Saved data entries
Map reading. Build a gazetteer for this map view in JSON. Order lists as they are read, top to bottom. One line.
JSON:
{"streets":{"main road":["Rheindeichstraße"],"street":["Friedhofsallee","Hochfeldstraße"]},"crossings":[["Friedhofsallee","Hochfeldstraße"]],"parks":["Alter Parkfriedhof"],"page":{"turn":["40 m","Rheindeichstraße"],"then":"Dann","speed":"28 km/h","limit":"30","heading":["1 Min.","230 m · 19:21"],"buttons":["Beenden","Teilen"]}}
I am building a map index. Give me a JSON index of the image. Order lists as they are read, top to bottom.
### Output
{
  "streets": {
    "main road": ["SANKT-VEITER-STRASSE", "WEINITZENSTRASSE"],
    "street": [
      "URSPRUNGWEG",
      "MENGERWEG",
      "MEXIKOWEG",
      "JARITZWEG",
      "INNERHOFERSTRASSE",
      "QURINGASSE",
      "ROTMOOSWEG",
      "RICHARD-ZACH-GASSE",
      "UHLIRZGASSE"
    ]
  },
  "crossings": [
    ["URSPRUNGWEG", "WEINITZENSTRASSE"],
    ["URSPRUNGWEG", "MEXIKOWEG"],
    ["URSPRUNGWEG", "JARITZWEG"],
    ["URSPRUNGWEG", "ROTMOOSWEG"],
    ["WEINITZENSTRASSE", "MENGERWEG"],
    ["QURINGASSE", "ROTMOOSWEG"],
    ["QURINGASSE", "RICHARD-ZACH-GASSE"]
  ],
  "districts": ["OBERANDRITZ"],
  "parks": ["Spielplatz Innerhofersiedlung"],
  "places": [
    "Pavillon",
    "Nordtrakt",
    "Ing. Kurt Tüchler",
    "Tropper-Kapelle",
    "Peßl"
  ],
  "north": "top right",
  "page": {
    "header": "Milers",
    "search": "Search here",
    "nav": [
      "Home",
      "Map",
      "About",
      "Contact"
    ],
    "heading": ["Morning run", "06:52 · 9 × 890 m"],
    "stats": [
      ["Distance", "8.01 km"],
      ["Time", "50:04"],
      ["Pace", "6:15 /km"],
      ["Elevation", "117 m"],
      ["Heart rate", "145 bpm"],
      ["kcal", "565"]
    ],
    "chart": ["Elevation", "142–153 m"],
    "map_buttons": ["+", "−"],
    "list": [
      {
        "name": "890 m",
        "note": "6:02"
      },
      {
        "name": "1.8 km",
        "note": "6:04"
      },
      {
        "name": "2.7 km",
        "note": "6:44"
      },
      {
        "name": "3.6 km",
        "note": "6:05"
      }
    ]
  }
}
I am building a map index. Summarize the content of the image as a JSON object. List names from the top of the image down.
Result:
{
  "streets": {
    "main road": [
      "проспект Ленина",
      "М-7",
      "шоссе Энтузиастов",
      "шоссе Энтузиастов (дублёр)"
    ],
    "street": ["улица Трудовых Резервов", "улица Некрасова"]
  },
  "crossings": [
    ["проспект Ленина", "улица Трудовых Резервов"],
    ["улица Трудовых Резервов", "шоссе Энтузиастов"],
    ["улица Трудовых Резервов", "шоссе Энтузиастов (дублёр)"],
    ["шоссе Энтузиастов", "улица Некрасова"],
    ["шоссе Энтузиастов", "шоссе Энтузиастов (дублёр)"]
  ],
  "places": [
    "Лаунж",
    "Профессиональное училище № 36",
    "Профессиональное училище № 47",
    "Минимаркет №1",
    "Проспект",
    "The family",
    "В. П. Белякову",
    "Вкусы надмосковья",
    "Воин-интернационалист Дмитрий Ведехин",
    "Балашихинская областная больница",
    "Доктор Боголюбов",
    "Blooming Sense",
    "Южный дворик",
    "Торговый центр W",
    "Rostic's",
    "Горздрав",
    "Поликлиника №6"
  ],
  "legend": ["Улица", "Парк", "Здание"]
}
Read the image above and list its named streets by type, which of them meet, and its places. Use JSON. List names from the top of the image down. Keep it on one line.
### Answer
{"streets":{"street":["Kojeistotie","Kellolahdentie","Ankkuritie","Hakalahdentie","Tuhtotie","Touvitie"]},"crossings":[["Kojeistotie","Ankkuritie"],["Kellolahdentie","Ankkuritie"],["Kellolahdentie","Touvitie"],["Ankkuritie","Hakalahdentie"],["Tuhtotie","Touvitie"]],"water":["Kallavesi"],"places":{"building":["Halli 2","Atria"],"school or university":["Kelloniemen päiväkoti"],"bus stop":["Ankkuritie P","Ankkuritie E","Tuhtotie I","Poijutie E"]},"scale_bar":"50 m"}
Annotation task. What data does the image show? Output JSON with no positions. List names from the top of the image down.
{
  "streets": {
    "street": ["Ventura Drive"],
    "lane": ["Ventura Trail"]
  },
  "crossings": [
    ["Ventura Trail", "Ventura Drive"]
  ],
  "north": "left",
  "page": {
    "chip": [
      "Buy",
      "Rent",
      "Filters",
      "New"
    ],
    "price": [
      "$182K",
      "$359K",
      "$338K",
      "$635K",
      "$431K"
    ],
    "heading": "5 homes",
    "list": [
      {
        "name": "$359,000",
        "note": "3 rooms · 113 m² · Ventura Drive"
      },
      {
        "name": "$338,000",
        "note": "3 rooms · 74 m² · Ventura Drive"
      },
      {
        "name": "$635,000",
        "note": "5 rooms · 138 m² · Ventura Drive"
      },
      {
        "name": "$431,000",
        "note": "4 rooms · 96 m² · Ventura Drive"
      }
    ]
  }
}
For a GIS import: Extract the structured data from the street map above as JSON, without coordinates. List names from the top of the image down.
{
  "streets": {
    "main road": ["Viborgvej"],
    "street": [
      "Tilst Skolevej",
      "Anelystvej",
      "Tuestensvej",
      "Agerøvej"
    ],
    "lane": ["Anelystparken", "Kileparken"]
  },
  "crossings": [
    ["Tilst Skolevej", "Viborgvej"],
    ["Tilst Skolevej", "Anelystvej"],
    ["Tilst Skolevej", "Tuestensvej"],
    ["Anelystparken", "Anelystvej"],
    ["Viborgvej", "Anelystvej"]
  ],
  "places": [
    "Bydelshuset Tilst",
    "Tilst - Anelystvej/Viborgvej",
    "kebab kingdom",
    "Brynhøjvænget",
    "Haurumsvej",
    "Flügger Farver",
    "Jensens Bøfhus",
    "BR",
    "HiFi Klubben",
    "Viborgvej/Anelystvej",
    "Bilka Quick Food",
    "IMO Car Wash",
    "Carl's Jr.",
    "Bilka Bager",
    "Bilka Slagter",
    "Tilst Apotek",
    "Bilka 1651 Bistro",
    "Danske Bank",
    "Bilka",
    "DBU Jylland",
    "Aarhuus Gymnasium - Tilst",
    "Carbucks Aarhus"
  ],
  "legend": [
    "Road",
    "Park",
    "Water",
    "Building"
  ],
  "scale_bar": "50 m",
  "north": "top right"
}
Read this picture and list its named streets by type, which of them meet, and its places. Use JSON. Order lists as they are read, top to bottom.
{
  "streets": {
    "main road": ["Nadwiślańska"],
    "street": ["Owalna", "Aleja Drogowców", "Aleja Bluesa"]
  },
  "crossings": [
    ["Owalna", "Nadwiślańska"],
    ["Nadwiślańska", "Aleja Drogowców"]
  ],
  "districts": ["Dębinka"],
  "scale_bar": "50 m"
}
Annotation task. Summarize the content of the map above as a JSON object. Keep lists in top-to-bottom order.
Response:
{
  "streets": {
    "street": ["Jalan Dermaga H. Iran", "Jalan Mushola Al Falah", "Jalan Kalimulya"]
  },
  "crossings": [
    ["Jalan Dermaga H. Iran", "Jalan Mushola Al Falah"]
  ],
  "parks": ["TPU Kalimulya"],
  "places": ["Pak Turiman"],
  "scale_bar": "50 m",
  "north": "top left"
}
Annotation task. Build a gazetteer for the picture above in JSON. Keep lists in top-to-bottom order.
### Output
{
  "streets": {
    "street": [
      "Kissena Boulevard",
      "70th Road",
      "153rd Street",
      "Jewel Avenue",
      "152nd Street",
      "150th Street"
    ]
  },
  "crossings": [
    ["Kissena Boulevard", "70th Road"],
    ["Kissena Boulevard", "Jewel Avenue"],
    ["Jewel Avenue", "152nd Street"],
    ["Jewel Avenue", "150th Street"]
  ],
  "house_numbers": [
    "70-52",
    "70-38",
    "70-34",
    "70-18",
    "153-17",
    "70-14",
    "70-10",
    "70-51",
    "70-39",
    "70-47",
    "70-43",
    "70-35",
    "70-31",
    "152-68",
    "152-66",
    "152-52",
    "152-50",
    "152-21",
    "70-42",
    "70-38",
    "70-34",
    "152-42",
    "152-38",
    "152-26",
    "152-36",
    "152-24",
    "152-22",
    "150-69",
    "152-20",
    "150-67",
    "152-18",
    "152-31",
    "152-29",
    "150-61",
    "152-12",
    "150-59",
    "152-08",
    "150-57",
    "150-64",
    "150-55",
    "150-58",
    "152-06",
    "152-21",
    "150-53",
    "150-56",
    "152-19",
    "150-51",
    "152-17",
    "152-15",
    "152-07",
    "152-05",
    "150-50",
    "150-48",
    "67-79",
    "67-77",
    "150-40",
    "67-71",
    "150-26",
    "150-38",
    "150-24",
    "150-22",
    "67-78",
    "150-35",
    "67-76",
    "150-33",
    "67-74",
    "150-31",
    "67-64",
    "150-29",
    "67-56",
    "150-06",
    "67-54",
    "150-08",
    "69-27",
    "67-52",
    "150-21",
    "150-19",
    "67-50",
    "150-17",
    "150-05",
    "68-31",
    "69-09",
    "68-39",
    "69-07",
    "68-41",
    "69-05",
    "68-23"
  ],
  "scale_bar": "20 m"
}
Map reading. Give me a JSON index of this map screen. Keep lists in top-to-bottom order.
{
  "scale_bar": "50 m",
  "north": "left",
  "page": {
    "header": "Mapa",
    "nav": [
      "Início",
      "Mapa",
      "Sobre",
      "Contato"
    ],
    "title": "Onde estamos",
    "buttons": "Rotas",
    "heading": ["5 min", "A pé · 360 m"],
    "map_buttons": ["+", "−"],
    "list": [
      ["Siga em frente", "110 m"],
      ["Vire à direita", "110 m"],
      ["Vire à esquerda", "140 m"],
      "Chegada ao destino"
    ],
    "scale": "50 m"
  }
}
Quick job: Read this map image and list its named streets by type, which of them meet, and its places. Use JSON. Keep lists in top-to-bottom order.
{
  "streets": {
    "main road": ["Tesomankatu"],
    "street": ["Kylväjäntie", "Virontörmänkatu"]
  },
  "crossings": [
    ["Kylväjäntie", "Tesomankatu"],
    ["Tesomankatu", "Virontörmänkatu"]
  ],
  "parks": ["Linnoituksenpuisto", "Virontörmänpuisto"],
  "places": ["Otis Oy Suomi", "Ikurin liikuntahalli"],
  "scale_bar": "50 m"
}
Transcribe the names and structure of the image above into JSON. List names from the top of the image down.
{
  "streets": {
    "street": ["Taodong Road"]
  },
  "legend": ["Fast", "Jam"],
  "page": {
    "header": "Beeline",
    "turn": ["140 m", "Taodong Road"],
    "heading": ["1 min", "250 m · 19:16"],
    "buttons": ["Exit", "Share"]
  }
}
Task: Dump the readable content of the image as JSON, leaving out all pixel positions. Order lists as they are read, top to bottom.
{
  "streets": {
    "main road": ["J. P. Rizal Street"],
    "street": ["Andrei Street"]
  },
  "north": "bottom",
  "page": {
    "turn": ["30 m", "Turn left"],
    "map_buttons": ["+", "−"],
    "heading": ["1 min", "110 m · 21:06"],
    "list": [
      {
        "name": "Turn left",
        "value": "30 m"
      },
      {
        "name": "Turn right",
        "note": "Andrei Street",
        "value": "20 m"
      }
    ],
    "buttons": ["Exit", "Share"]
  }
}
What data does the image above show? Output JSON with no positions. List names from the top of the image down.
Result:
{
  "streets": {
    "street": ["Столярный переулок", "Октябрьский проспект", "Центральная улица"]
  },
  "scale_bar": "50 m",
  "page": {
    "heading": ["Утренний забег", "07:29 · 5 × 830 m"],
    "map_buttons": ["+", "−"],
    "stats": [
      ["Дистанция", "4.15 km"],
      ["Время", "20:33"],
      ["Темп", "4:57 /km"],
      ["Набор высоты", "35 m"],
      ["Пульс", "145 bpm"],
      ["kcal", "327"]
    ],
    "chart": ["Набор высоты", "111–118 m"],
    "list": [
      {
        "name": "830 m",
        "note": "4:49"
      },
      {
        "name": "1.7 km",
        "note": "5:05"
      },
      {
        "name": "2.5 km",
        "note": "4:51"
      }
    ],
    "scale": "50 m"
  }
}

--- Task objective ---
The required output is the line containing "What data does the image above" through the last line of the records above, each copied exactly and nothing more.

--- Written response ---
What data does the image above show? Output JSON with no positions. List names from the top of the image down.
Result:
{
  "streets": {
    "street": ["Столярный переулок", "Октябрьский проспект", "Центральная улица"]
  },
  "scale_bar": "50 m",
  "page": {
    "heading": ["Утренний забег", "07:29 · 5 × 830 m"],
    "map_buttons": ["+", "−"],
    "stats": [
      ["Дистанция", "4.15 km"],
      ["Время", "20:33"],
      ["Темп", "4:57 /km"],
      ["Набор высоты", "35 m"],
      ["Пульс", "145 bpm"],
      ["kcal", "327"]
    ],
    "chart": ["Набор высоты", "111–118 m"],
    "list": [
      {
        "name": "830 m",
        "note": "4:49"
      },
      {
        "name": "1.7 km",
        "note": "5:05"
      },
      {
        "name": "2.5 km",
        "note": "4:51"
      }
    ],
    "scale": "50 m"
  }
}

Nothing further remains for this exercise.